▶ REQUIRED WORK: Scan the data below for the string "pixel". Show every line where it turns up.

BEGIN ENTRIES SHOWN

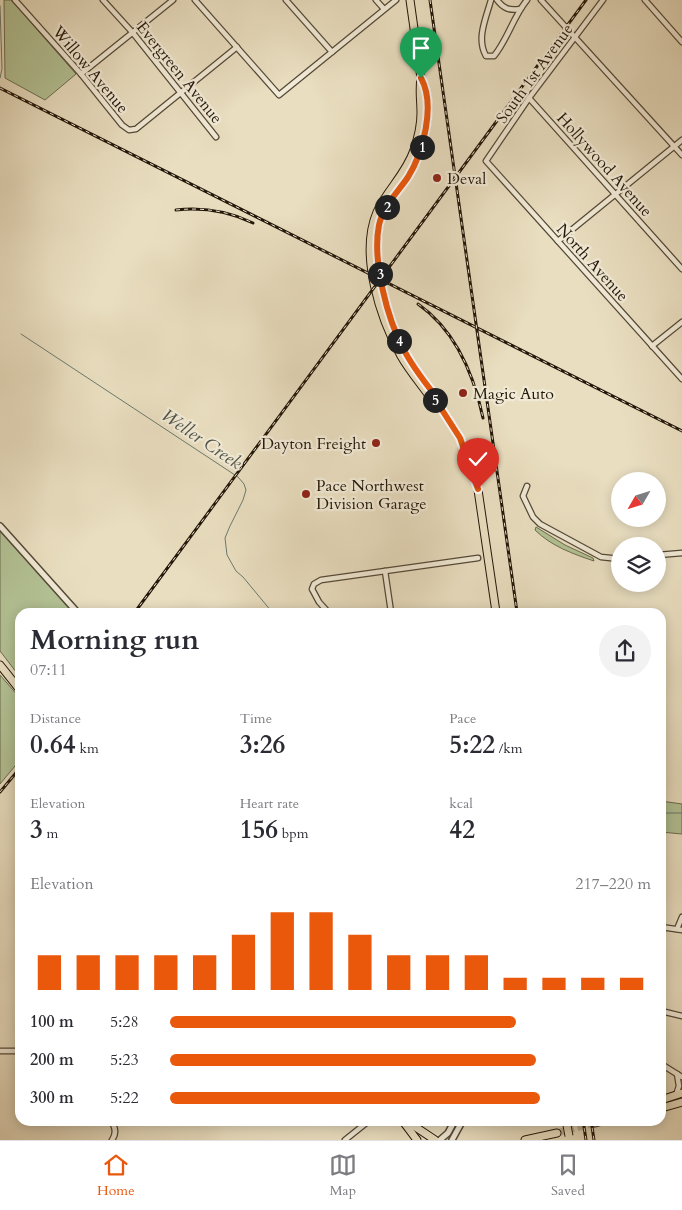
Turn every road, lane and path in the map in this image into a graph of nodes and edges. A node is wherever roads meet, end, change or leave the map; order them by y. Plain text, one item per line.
1 (15, 0) edge
2 (103, 0) edge
3 (173, 0) edge
4 (195, 0) edge
5 (286, 0) edge
6 (376, 0) edge
7 (396, 0) edge
8 (410, 0) edge
9 (491, 0) edge
10 (497, 0) edge
11 (527, 0) edge
12 (541, 0) edge
13 (603, 0) edge
14 (645, 0) edge
15 (384, 9) junction
16 (520, 9) junction
17 (133, 33) junction
18 (575, 38) junction
19 (682, 42) edge
20 (237, 47) junction
21 (332, 52) junction
22 (81, 74) junction
23 (181, 92) junction
24 (529, 98) junction
25 (216, 137) dead end
26 (682, 140) edge
27 (674, 146) junction
28 (682, 155) edge
29 (486, 161) joint
30 (616, 194) junction
31 (558, 241) junction
32 (682, 269) edge
33 (682, 322) edge
34 (652, 346) junction
35 (682, 379) edge
36 (528, 486) dead end
37 (0, 526) edge
38 (682, 553) edge
39 (666, 554) edge
40 (478, 558) dead end
41 (611, 558) edge
42 (385, 571) junction
43 (73, 608) edge
44 (324, 608) edge
45 (390, 608) edge
46 (495, 608) edge
47 (1, 666) edge
48 (15, 683) edge
49 (682, 917) edge
50 (666, 928) edge
51 (679, 930) edge
52 (666, 1012) edge
53 (682, 1016) edge
54 (0, 1051) edge
55 (15, 1051) edge
56 (666, 1067) edge
57 (680, 1075) edge
58 (679, 1094) edge
59 (666, 1098) edge
60 (682, 1102) edge
61 (666, 1107) edge
62 (114, 1126) edge
63 (362, 1126) edge
64 (407, 1126) edge
65 (414, 1126) edge
66 (452, 1126) edge
67 (460, 1126) edge
68 (557, 1133) tunnel mouth
69 (112, 1140) edge
70 (345, 1140) edge
71 (418, 1140) edge
72 (436, 1140) edge
73 (440, 1140) edge
74 (452, 1140) edge
75 (525, 1140) edge

1 - 22 street, Willow Avenue
2 - 17 street, Evergreen Avenue
3 - 17 street
4 - 20 street
5 - 21 street
6 - 15 street
7 - 15 street
8 - 46 main road
9 - 16 street
10 - 16 street
11 - 16 street
12 - 18 street
13 - 18 street, South 1st Avenue
14 - 19 street
15 - 21 street
17 - 22 street
17 - 23 street, Evergreen Avenue
18 - 24 street, South 1st Avenue
18 - 27 street
20 - 21 street
20 - 23 street
22 - 23 street, Willow Avenue
23 - 25 street, Evergreen Avenue
24 - 29 street, South 1st Avenue
24 - 30 street, Hollywood Avenue
26 - 27 street
27 - 28 street
27 - 30 street
29 - 31 street, North Avenue
30 - 31 street
30 - 32 street, Hollywood Avenue
31 - 34 street, North Avenue
33 - 34 street
34 - 35 street, North Avenue
36 - 41 street
37 - 43 street
38 - 39 street
40 - 42 street
42 - 44 street
42 - 45 street
47 - 48 main road
49 - 51 street
50 - 51 street
52 - 53 street
54 - 55 street
56 - 57 street
57 - 58 street
58 - 59 main road
60 - 61 main road
62 - 69 street
63 - 70 street
64 - 71 main road
65 - 72 main road
66 - 73 street
67 - 74 street
68 - 75 main road

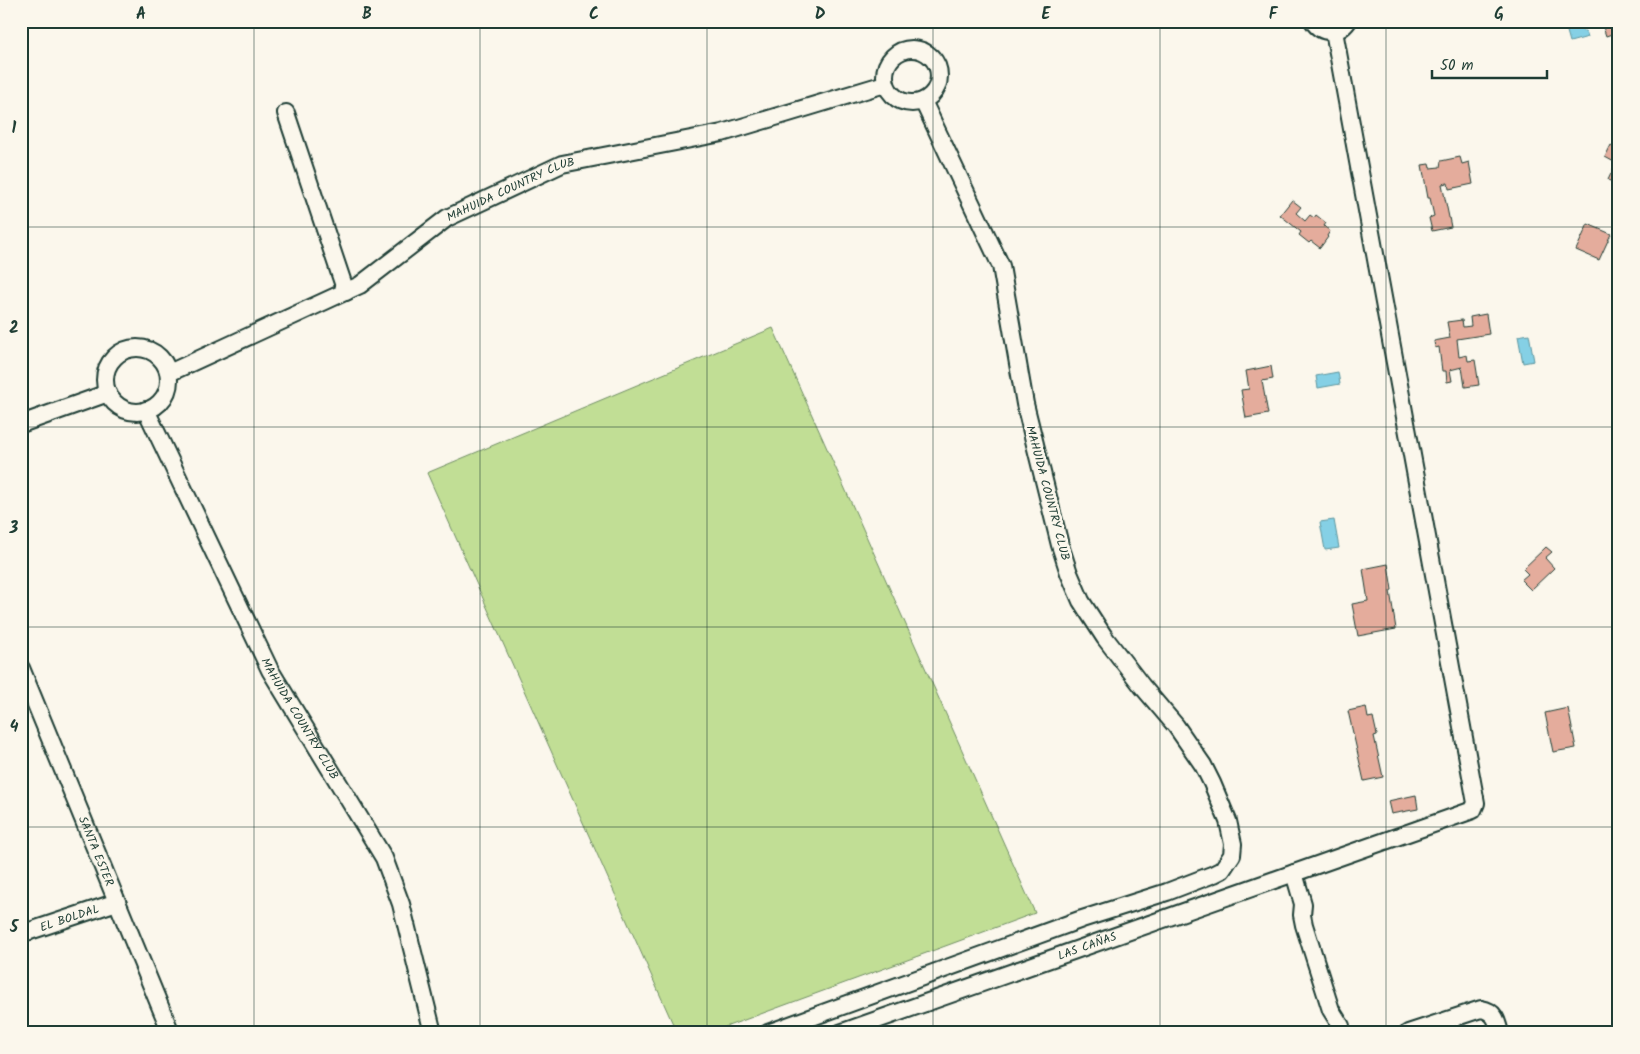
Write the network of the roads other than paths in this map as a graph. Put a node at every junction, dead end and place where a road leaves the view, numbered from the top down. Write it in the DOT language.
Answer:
graph roads {
  1 [pos="1313,21"];
  2 [pos="1348,21"];
  3 [pos="1334,31"];
  4 [pos="885,84"];
  5 [pos="923,101"];
  6 [pos="286,113"];
  7 [pos="346,292"];
  8 [pos="168,373"];
  9 [pos="108,393"];
  10 [pos="146,410"];
  11 [pos="21,424"];
  12 [pos="21,668"];
  13 [pos="1294,873"];
  14 [pos="117,902"];
  15 [pos="21,934"];
  16 [pos="1342,1029"];
  17 [pos="171,1033"];
  18 [pos="433,1033"];
  19 [pos="768,1033"];
  20 [pos="840,1033"];
  21 [pos="1408,1033"];
  22 [pos="1500,1033"];
  1 -- 3 [label="street"];
  2 -- 3 [label="street"];
  3 -- 13 [label="street, LAS CAÑAS"];
  4 -- 5 [label="street"];
  4 -- 5 [label="street"];
  4 -- 7 [label="street, MAHUIDA COUNTRY CLUB"];
  5 -- 19 [label="street, MAHUIDA COUNTRY CLUB"];
  6 -- 7 [label="street"];
  7 -- 8 [label="street, MAHUIDA COUNTRY CLUB"];
  8 -- 9 [label="street"];
  8 -- 10 [label="street"];
  9 -- 10 [label="street"];
  9 -- 11 [label="street"];
  10 -- 18 [label="street, MAHUIDA COUNTRY CLUB"];
  12 -- 14 [label="street, SANTA ESTER"];
  13 -- 16 [label="street"];
  13 -- 20 [label="street, LAS CAÑAS"];
  14 -- 15 [label="street, EL BOLDAL"];
  14 -- 17 [label="street, SANTA ESTER"];
  21 -- 22 [label="street"];
}
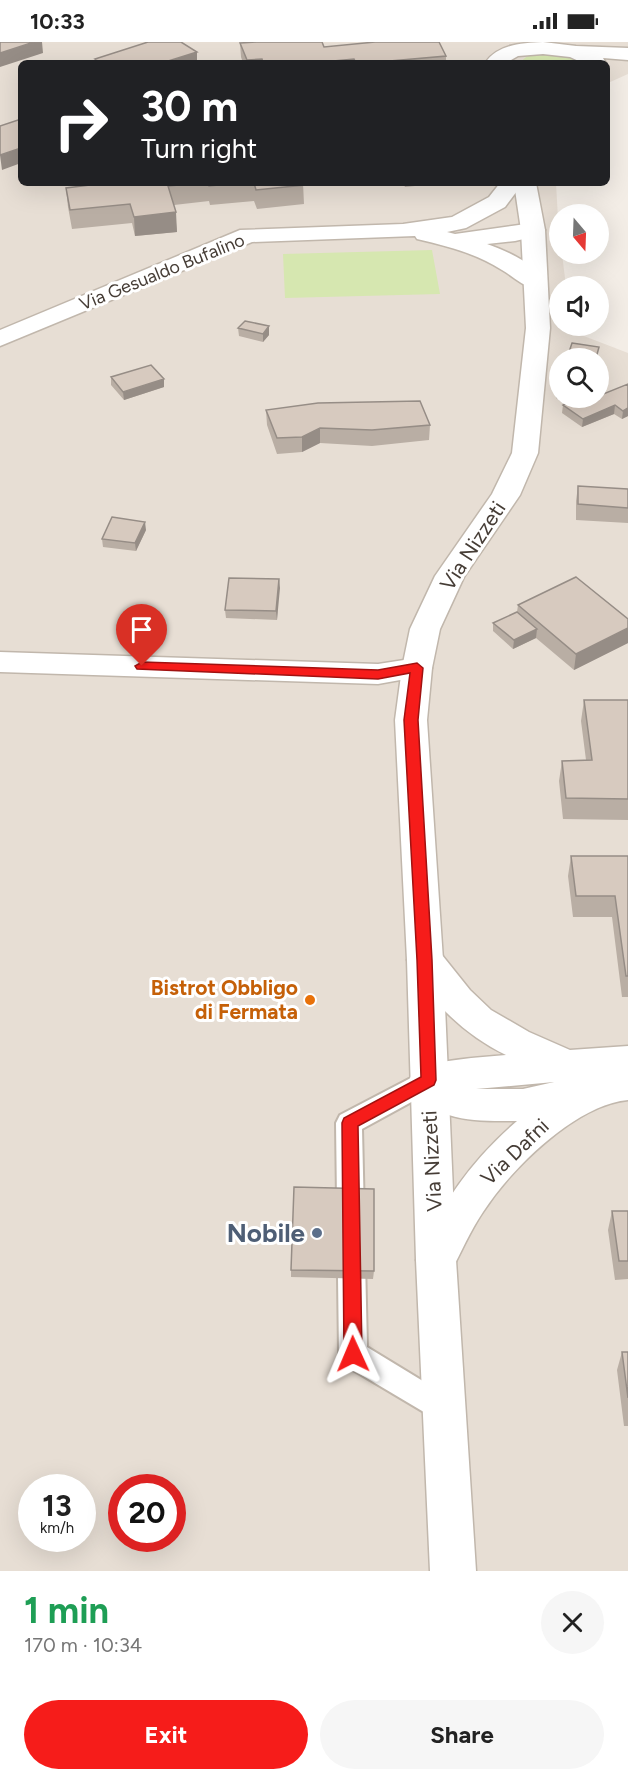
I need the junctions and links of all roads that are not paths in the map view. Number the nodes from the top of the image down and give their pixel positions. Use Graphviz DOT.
graph roads {
  1 [pos="484,42"];
  2 [pos="574,51"];
  3 [pos="628,54"];
  4 [pos="493,60"];
  5 [pos="497,60"];
  6 [pos="628,68"];
  7 [pos="610,74"];
  8 [pos="527,197"];
  9 [pos="458,231"];
  10 [pos="535,282"];
  11 [pos="0,339"];
  12 [pos="0,662"];
  13 [pos="417,668"];
  14 [pos="425,960"];
  15 [pos="568,1066"];
  16 [pos="620,1078"];
  17 [pos="428,1080"];
  18 [pos="436,1260"];
  19 [pos="444,1410"];
  20 [pos="453,1571"];
  1 -- 4 [label="street"];
  2 -- 3 [label="street"];
  2 -- 5 [label="street"];
  6 -- 7 [label="street"];
  8 -- 9 [label="street"];
  8 -- 9 [label="street"];
  8 -- 10 [label="street, Via Nizzeti"];
  9 -- 10 [label="street"];
  9 -- 11 [label="street, Via Gesualdo Bufalino"];
  10 -- 13 [label="street, Via Nizzeti"];
  12 -- 13 [label="street"];
  13 -- 14 [label="street, Via Nizzeti"];
  14 -- 15 [label="street"];
  14 -- 17 [label="street, Via Nizzeti"];
  15 -- 16 [label="street"];
  15 -- 17 [label="street"];
  16 -- 17 [label="street"];
  16 -- 18 [label="street, Via Dafni"];
  17 -- 18 [label="street, Via Nizzeti"];
  17 -- 19 [label="lane"];
  18 -- 19 [label="street, Via Nizzeti"];
  19 -- 20 [label="street, Via Nizzeti"];
}
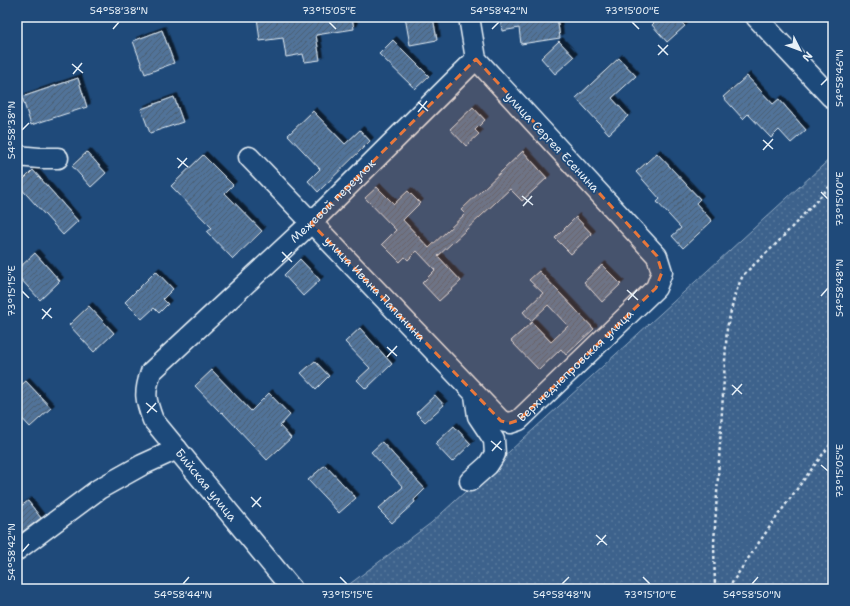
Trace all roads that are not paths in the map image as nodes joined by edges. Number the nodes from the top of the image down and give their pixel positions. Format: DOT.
graph roads {
  1 [pos="469,17"];
  2 [pos="756,17"];
  3 [pos="476,59"];
  4 [pos="831,97"];
  5 [pos="17,156"];
  6 [pos="249,157"];
  7 [pos="58,158"];
  8 [pos="311,223"];
  9 [pos="657,256"];
  10 [pos="151,372"];
  11 [pos="475,393"];
  12 [pos="501,421"];
  13 [pos="177,449"];
  14 [pos="470,482"];
  15 [pos="17,550"];
  16 [pos="292,589"];
  1 -- 3 [label="street"];
  2 -- 4 [label="street"];
  3 -- 8 [label="street, Межевой переулок"];
  3 -- 9 [label="street, улица Сергея Есенина"];
  5 -- 7 [label="street"];
  6 -- 8 [label="street, улица Ивана Папанина"];
  8 -- 10 [label="street, Межевой переулок"];
  8 -- 11 [label="street, улица Ивана Папанина"];
  9 -- 12 [label="street, Верхнеднепровская улица"];
  10 -- 13 [label="street, Бийская улица"];
  11 -- 12 [label="street, улица Ивана Папанина"];
  11 -- 14 [label="street"];
  13 -- 15 [label="street"];
  13 -- 16 [label="street, Бийская улица"];
}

END ENTRIES SHOWN

▶ ANSWER SPACE:
I need the junctions and links of all roads that are not paths in the map view. Number the nodes from the top of the image down and give their pixel positions. Use Graphviz DOT.
Trace all roads that are not paths in the map image as nodes joined by edges. Number the nodes from the top of the image down and give their pixel positions. Format: DOT.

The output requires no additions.